图2实施例2的不同量PAC-1处理EBC-1细胞后CYFRA21-1表达量趋势图。
图3实施例3的CYFRA21-1抗原SDS-PAGE电泳图,1#:BSA;2#:CYFRA21-1抗原;3#:Marker。
具体实施方式
下面用具体实施例对本发明做进一步详细说明,但本发明不仅局限于以下具体实施例。
本申请实施例提及的百分比不做特殊说明,均为质量百分比。
实施例1
一定量小分子激活剂PAC-1处理贴壁培养的人肺鳞癌细胞系EBC-1对CYFRA21-1分泌量的影响
1)小分子激活剂PAC-1(ApexBio,A8177),用DMSO溶解,并稀释至12.5mg/ml的浓度,1mg/管分装后-20℃保存。

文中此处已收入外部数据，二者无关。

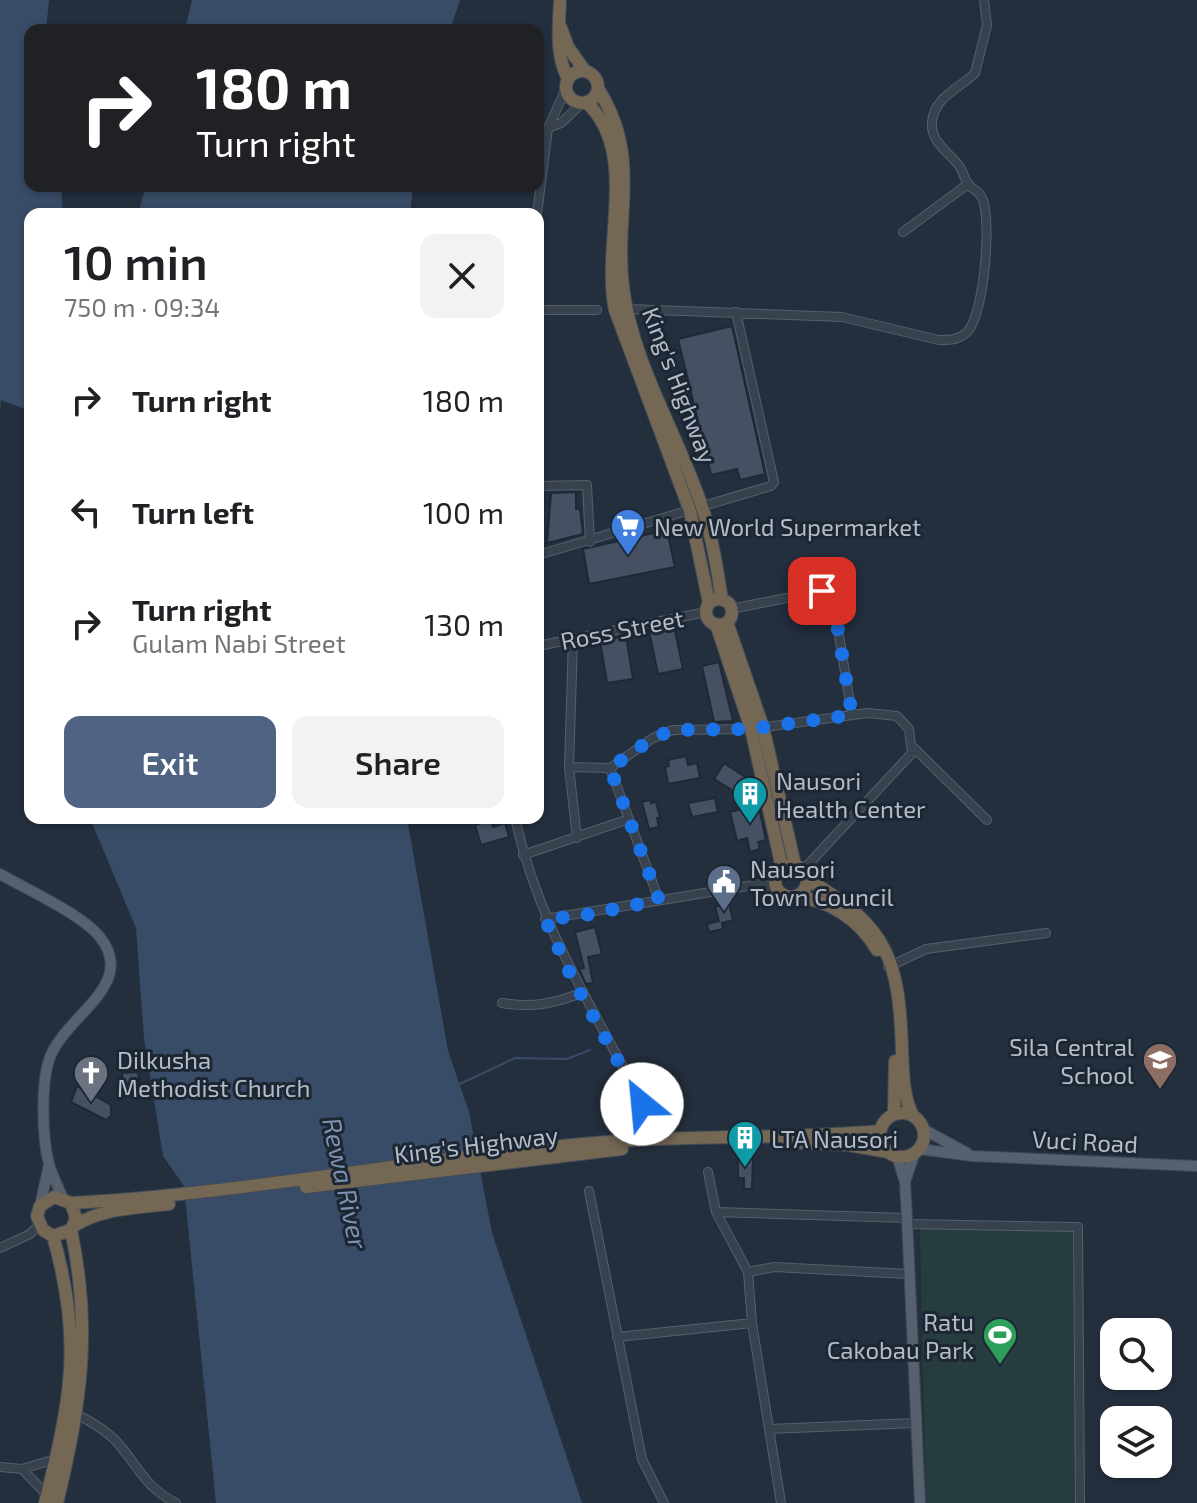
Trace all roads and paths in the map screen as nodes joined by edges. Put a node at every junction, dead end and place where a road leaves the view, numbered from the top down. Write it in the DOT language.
graph roads {
  1 [pos="560,0"];
  2 [pos="984,0"];
  3 [pos="559,21"];
  4 [pos="585,71"];
  5 [pos="567,84"];
  6 [pos="599,90"];
  7 [pos="584,104"];
  8 [pos="548,128"];
  9 [pos="544,159"];
  10 [pos="968,184"];
  11 [pos="903,232"];
  12 [pos="627,309"];
  13 [pos="544,310"];
  14 [pos="597,310"];
  15 [pos="736,312"];
  16 [pos="544,486"];
  17 [pos="696,509"];
  18 [pos="590,542"];
  19 [pos="544,554"];
  20 [pos="719,612"];
  21 [pos="573,640"];
  22 [pos="544,645"];
  23 [pos="852,715"];
  24 [pos="757,728"];
  25 [pos="914,748"];
  26 [pos="569,767"];
  27 [pos="610,768"];
  28 [pos="629,819"];
  29 [pos="987,820"];
  30 [pos="516,824"];
  31 [pos="577,838"];
  32 [pos="523,855"];
  33 [pos="802,871"];
  34 [pos="779,872"];
  35 [pos="0,874"];
  36 [pos="760,884"];
  37 [pos="787,895"];
  38 [pos="659,900"];
  39 [pos="545,919"];
  40 [pos="1046,933"];
  41 [pos="889,966"];
  42 [pos="581,993"];
  43 [pos="502,1003"];
  44 [pos="642,1104"];
  45 [pos="894,1114"];
  46 [pos="913,1116"];
  47 [pos="923,1129"];
  48 [pos="880,1131"];
  49 [pos="917,1150"];
  50 [pos="892,1154"];
  51 [pos="523,1155"];
  52 [pos="972,1156"];
  53 [pos="49,1165"];
  54 [pos="1197,1166"];
  55 [pos="708,1172"];
  56 [pos="905,1182"];
  57 [pos="589,1191"];
  58 [pos="67,1200"];
  59 [pos="175,1200"];
  60 [pos="40,1206"];
  61 [pos="716,1212"];
  62 [pos="907,1221"];
  63 [pos="39,1225"];
  64 [pos="72,1228"];
  65 [pos="53,1236"];
  66 [pos="0,1248"];
  67 [pos="748,1272"];
  68 [pos="908,1274"];
  69 [pos="752,1323"];
  70 [pos="617,1337"];
  71 [pos="78,1415"];
  72 [pos="915,1423"];
  73 [pos="769,1429"];
  74 [pos="56,1459"];
  75 [pos="0,1467"];
  76 [pos="22,1469"];
  77 [pos="50,1500"];
  78 [pos="176,1503"];
  79 [pos="664,1503"];
  80 [pos="781,1503"];
  81 [pos="920,1503"];
  82 [pos="1080,1503"];
  1 -- 3 [label="highway"];
  2 -- 10 [label="street"];
  3 -- 4 [label="highway"];
  3 -- 5 [label="highway"];
  4 -- 5 [label="highway"];
  4 -- 6 [label="highway"];
  5 -- 7 [label="highway"];
  5 -- 8 [label="street"];
  6 -- 7 [label="highway"];
  6 -- 12 [label="highway, King's Highway"];
  7 -- 8 [label="street"];
  7 -- 17 [label="highway, King's Highway"];
  8 -- 9 [label="street"];
  10 -- 11 [label="street"];
  10 -- 15 [label="street"];
  12 -- 15 [label="street"];
  12 -- 17 [label="highway, King's Highway"];
  13 -- 14 [label="street"];
  15 -- 17 [label="street"];
  16 -- 18 [label="street"];
  17 -- 18 [label="street"];
  17 -- 20 [label="highway, King's Highway"];
  18 -- 19 [label="street"];
  20 -- 21 [label="street, Ross Street"];
  20 -- 23 [label="street, Ross Street"];
  20 -- 24 [label="highway, King's Highway"];
  21 -- 22 [label="street, Ross Street"];
  21 -- 26 [label="street"];
  23 -- 24 [label="street"];
  23 -- 25 [label="street"];
  24 -- 27 [label="street"];
  24 -- 33 [label="highway, King's Highway"];
  24 -- 34 [label="highway, King's Highway"];
  25 -- 29 [label="street"];
  25 -- 33 [label="street"];
  26 -- 27 [label="street"];
  26 -- 31 [label="street"];
  27 -- 28 [label="street"];
  28 -- 31 [label="street"];
  28 -- 38 [label="street"];
  30 -- 32 [label="street"];
  31 -- 32 [label="street"];
  32 -- 39 [label="street"];
  33 -- 34 [label="highway"];
  33 -- 37 [label="highway"];
  33 -- 41 [label="highway"];
  34 -- 36 [label="street"];
  34 -- 37 [label="highway, King's Highway"];
  35 -- 53 [label="main road"];
  36 -- 37 [label="street"];
  36 -- 38 [label="street"];
  37 -- 41 [label="highway"];
  38 -- 39 [label="street"];
  39 -- 42 [label="street"];
  40 -- 41 [label="street"];
  41 -- 45 [label="highway"];
  41 -- 46 [label="highway"];
  42 -- 43 [label="street"];
  42 -- 44 [label="street"];
  45 -- 46 [label="highway"];
  45 -- 48 [label="highway"];
  46 -- 47 [label="highway"];
  47 -- 49 [label="highway"];
  47 -- 52 [label="main road, Vuci Road"];
  48 -- 50 [label="highway"];
  48 -- 51 [label="highway, King's Highway"];
  49 -- 50 [label="highway"];
  49 -- 52 [label="main road, Vuci Road"];
  49 -- 56 [label="main road"];
  50 -- 51 [label="highway, King's Highway"];
  50 -- 56 [label="main road"];
  51 -- 59 [label="highway, King's Highway"];
  52 -- 54 [label="main road, Vuci Road"];
  53 -- 58 [label="main road"];
  53 -- 60 [label="main road"];
  55 -- 61 [label="street"];
  56 -- 62 [label="main road"];
  57 -- 70 [label="street"];
  58 -- 59 [label="highway, King's Highway"];
  58 -- 60 [label="highway"];
  58 -- 64 [label="highway"];
  59 -- 64 [label="highway, King's Highway"];
  60 -- 63 [label="highway"];
  61 -- 62 [label="street"];
  61 -- 67 [label="street"];
  62 -- 68 [label="main road"];
  62 -- 82 [label="street"];
  63 -- 65 [label="highway"];
  63 -- 66 [label="street"];
  64 -- 65 [label="highway"];
  64 -- 71 [label="highway"];
  65 -- 74 [label="highway"];
  67 -- 68 [label="street"];
  67 -- 69 [label="street"];
  68 -- 72 [label="main road"];
  69 -- 70 [label="street"];
  69 -- 73 [label="street"];
  70 -- 79 [label="street"];
  71 -- 77 [label="highway"];
  71 -- 78 [label="street"];
  72 -- 73 [label="street"];
  72 -- 81 [label="main road"];
  73 -- 80 [label="street"];
  74 -- 76 [label="street"];
  74 -- 77 [label="highway"];
  75 -- 76 [label="street"];
  76 -- 77 [label="street"];
}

2)人肺鳞癌细胞系EBC-1(北纳生物,BNCC341894),培养基成分1640(RPMI-1640细胞培养基),90%;FBS(胎牛血清),10%;双抗,培养条件为温度:37.0℃,空气:95%,二氧化碳(CO2):5%;冷冻介质:FBS/NBS(N-溴代琥珀酰亚胺):92%,DMSO(二甲基亚砜):8%,储存温度:液氮。
3)实验前一天按1×106个细胞/瓶的数量接种人肺鳞癌细胞系EBC-1到2个25ml细胞培养瓶中;
4)实验当天用新鲜EBC-1培养基稀释PAC-1小分子,稀释后的PAC-1小分子浓度为15μg/ml。前一天接种的2瓶EBC-1培养基倒掉上清,加入10ml DMEM(是一种含各种氨基酸和葡萄糖的培养基,市售)缓缓摇晃清洗细胞,倒掉DMEM,其中1瓶加入25ml新鲜不含PAC-1的培养基,标记A瓶,另一瓶加入25ml已配好的含PAC-1的培养基,标记B瓶。

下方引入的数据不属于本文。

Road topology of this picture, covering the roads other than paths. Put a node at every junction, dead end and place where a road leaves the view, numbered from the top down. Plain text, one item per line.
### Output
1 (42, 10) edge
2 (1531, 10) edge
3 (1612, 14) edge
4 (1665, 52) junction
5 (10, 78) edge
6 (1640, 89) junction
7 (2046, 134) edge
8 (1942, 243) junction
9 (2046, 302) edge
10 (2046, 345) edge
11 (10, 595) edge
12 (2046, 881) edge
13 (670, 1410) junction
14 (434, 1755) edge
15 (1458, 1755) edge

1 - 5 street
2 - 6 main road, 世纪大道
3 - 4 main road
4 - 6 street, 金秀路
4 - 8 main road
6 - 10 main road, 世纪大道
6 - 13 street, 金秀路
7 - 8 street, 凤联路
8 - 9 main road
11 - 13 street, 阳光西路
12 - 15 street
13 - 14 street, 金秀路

5)分别在小分子激活剂PAC-1处理细胞后的24h、48h、72h取A瓶和B瓶细胞上清液,用罗氏细胞角蛋白19片段(CYFRA21-1)化学发光检测试剂检测A瓶和B瓶细胞上清液中CYFRA21-1蛋白含量,具体见附图1,由图1可知:15μg/ml PAC-1处理细胞24h、48h、72h时,CYFRA21-1蛋白表达量逐渐增加,48h内增加速度快,48h~72h增加速度变缓,可能是由于PAC-1添加后,前期细胞数目多,细胞凋亡数多,后期细胞数目变少,细胞凋亡数也减少,CYFRA21-1蛋白表达量与细胞凋亡数呈正相关。
实施例2
不同量小分子激活剂PAC-1处理贴壁培养的人肺鳞癌细胞系EBC-1对CYFRA21-1分泌量的影响
1)实验前一天按1×106个细胞/瓶的数量接种人肺鳞癌细胞系EBC-1到6个25ml细胞培养瓶中;
2)实验当天用新鲜EBC-1培养基稀释PAC-1小分子,PAC-1小分子浓度分别为0、7.5μg/ml、15μg/ml、37.5μg/ml、75μg/ml、100μg/ml、150μg/ml。前一天接种的6瓶EBC-1培养基倒掉上清,加入10ml DMEM缓缓摇晃清洗细胞,倒掉DMEM,分别添加上述已备好的培养基,依次标记A瓶、B瓶、C瓶、D瓶、E瓶、F瓶。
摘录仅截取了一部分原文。